Вот и получается, что тому автору, которого все не уважают за то, что он охотно позволяет театру, навалясь всем миром, дописывать и перекраивать за него пьесу, живется легче, чем драматургу, который сопротивляется, причем не из глупого упрямства или самомнения, а отстаивая свою индивидуальность, отстаивая то, что и театру должно было бы быть дорого. Зачем же тратить с ущербом друг для друга обеим сторонам дорогие силы и неповторимое время? Кому нужна практика дописывания, допускаемая театрами и рождающая у них тягостную привычку вмешательства? Разве допустимо такое в родном доме? Театры скажут — эта практика вызвана отсутствием репертуара и наличием слабых драматургов. Но не надо себя обманывать. То, что создается в результате дописывания, — не репертуар. А чтобы не было плохих драматургов, есть только один способ. Во времена Фидия и Праксителя не было плохих скульпторов. Не потому, что все ваяли прекрасно. А потому, что тех, кто ваял плохо, не называли скульпторами. Зачем называть тех, кто не умеет писать пьесы, драматургами?

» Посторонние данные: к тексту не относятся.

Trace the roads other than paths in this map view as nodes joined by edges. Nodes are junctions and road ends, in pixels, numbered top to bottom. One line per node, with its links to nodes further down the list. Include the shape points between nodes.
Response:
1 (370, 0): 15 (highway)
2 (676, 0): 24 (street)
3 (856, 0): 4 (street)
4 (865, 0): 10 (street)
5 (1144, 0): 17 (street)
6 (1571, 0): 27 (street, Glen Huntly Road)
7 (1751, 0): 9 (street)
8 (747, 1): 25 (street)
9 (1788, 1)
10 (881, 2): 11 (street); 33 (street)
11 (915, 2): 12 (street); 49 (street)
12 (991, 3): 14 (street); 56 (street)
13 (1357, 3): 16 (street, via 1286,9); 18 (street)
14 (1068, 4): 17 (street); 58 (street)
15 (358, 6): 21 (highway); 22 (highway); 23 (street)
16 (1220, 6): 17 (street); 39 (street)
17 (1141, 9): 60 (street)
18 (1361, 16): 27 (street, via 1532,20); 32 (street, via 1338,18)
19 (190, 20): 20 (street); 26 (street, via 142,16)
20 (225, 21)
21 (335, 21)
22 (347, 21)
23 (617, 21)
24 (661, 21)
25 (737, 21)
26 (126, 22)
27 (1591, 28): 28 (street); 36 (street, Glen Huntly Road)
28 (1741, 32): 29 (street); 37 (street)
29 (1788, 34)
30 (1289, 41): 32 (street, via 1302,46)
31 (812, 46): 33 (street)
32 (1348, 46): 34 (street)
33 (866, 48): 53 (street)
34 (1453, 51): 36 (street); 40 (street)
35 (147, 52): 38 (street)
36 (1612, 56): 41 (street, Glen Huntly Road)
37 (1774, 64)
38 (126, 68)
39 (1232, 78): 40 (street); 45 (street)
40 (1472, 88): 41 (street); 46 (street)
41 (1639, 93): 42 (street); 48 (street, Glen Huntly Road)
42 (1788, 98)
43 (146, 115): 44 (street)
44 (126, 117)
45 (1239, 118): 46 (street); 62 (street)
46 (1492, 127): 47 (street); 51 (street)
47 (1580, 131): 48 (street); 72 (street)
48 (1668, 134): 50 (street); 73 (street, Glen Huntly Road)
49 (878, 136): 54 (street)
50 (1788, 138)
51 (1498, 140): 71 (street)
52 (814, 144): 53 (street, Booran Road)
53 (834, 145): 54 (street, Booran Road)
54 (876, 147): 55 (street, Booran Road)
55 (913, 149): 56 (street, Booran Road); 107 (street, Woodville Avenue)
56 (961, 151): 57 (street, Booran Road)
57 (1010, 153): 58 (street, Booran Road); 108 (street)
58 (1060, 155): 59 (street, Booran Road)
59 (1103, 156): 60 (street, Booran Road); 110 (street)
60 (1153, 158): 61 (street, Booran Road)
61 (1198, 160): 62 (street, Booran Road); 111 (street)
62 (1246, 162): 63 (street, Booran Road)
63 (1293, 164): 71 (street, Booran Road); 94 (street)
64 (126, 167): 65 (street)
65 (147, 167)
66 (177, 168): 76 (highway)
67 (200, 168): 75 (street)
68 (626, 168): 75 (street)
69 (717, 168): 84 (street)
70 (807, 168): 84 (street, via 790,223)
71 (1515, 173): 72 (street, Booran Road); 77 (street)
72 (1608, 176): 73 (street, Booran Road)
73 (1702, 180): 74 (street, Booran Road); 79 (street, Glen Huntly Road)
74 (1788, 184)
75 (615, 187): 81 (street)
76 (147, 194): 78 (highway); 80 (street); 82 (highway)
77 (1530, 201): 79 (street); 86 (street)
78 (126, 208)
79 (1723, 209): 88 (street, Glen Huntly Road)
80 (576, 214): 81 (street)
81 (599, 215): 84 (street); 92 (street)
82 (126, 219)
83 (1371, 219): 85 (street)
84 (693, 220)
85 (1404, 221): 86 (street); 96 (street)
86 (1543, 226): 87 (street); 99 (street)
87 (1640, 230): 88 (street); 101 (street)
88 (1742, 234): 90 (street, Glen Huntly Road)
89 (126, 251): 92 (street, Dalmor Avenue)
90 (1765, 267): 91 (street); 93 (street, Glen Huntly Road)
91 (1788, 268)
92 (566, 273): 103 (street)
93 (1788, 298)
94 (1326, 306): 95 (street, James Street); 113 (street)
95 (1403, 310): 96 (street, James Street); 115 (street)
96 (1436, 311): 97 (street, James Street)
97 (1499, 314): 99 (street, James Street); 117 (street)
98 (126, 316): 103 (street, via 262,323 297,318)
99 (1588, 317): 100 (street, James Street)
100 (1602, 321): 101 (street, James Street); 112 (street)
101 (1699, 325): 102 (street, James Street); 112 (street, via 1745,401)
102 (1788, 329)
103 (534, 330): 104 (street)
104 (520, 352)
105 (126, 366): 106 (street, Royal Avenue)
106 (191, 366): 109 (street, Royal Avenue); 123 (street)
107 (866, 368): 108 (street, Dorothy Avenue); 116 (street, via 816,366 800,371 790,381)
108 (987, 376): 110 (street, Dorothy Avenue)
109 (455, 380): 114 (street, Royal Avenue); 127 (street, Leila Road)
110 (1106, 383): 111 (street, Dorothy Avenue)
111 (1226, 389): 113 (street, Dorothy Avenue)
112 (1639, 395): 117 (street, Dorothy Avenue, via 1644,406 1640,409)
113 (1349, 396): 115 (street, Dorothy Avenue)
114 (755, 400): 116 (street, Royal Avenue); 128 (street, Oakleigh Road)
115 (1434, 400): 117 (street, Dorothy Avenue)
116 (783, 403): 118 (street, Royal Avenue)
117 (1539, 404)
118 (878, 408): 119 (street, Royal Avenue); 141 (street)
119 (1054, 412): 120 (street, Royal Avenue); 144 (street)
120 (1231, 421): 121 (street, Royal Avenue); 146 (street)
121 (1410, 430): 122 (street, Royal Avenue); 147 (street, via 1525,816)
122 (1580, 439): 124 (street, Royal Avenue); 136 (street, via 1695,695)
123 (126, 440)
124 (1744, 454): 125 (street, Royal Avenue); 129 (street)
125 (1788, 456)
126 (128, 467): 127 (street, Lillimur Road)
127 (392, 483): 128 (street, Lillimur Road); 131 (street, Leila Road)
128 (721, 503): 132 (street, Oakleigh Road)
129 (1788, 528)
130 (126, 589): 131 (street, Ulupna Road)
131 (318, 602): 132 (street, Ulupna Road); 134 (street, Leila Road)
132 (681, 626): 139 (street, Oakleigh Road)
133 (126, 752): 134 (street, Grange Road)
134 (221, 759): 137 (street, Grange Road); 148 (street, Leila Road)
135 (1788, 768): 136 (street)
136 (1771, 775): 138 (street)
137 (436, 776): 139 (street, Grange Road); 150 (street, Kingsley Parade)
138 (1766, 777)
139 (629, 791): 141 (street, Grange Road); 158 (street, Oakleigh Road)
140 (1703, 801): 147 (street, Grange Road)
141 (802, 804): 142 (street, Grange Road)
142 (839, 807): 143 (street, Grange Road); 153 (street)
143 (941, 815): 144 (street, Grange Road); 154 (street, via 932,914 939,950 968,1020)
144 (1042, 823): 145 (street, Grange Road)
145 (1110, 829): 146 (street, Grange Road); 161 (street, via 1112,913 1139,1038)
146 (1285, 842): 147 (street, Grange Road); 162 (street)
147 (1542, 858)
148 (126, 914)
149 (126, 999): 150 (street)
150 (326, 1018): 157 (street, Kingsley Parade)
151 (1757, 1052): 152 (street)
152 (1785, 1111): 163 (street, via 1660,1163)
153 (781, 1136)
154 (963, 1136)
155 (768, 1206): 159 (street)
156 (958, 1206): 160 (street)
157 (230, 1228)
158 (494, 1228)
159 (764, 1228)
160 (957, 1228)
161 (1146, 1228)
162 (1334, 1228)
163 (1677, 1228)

Сейчас так много и часто кругом говорят об НТР, то бишь о научно-технической революции, что вроде и разъяснения этого понятия не требуется. Однако нередко то, что у всех на устах, именно объяснить трудно. Я, например, признаться, не очень понимаю, почему она (НТР) революция, а не, скажем, прогресс? Но уж если революция, значит, охватывает и переворачивает не только способы производства, но и стиль руководства, уровень профессиональности, манеру общения между людьми. Все меняется, стремясь соответствовать стремительному и всеобъемлющему развитию науки и техники. В выступлениях политиков, в диалогах между учеными и литераторами, в спорах ученых разных стран (за последнее время в нашей прессе, в «Литературной газете» особенно) можно найти немало ценных соображений на эту тему. В этих высказываниях говорится о необходимости в век НТР чрезвычайно гибкого, разностороннего подхода к той или иной задаче. Об умении способствовать столкновению разных мнений, чтобы затем оперативно взвешивать и отбирать нужное. О подвижной позиции, которая ориентируется не только на существующие стандарты и правила, но способна их отбросить, предугадывая и учитывая будущее. Приводятся примеры, когда именно точное соответствие правилам дает нелепый результат. (Например, постройка стандартной железнодорожной платформы, которая оказалась непригодной — короткой, — ибо к моменту завершения постройки на этом участке стали водить уже более длинные составы.)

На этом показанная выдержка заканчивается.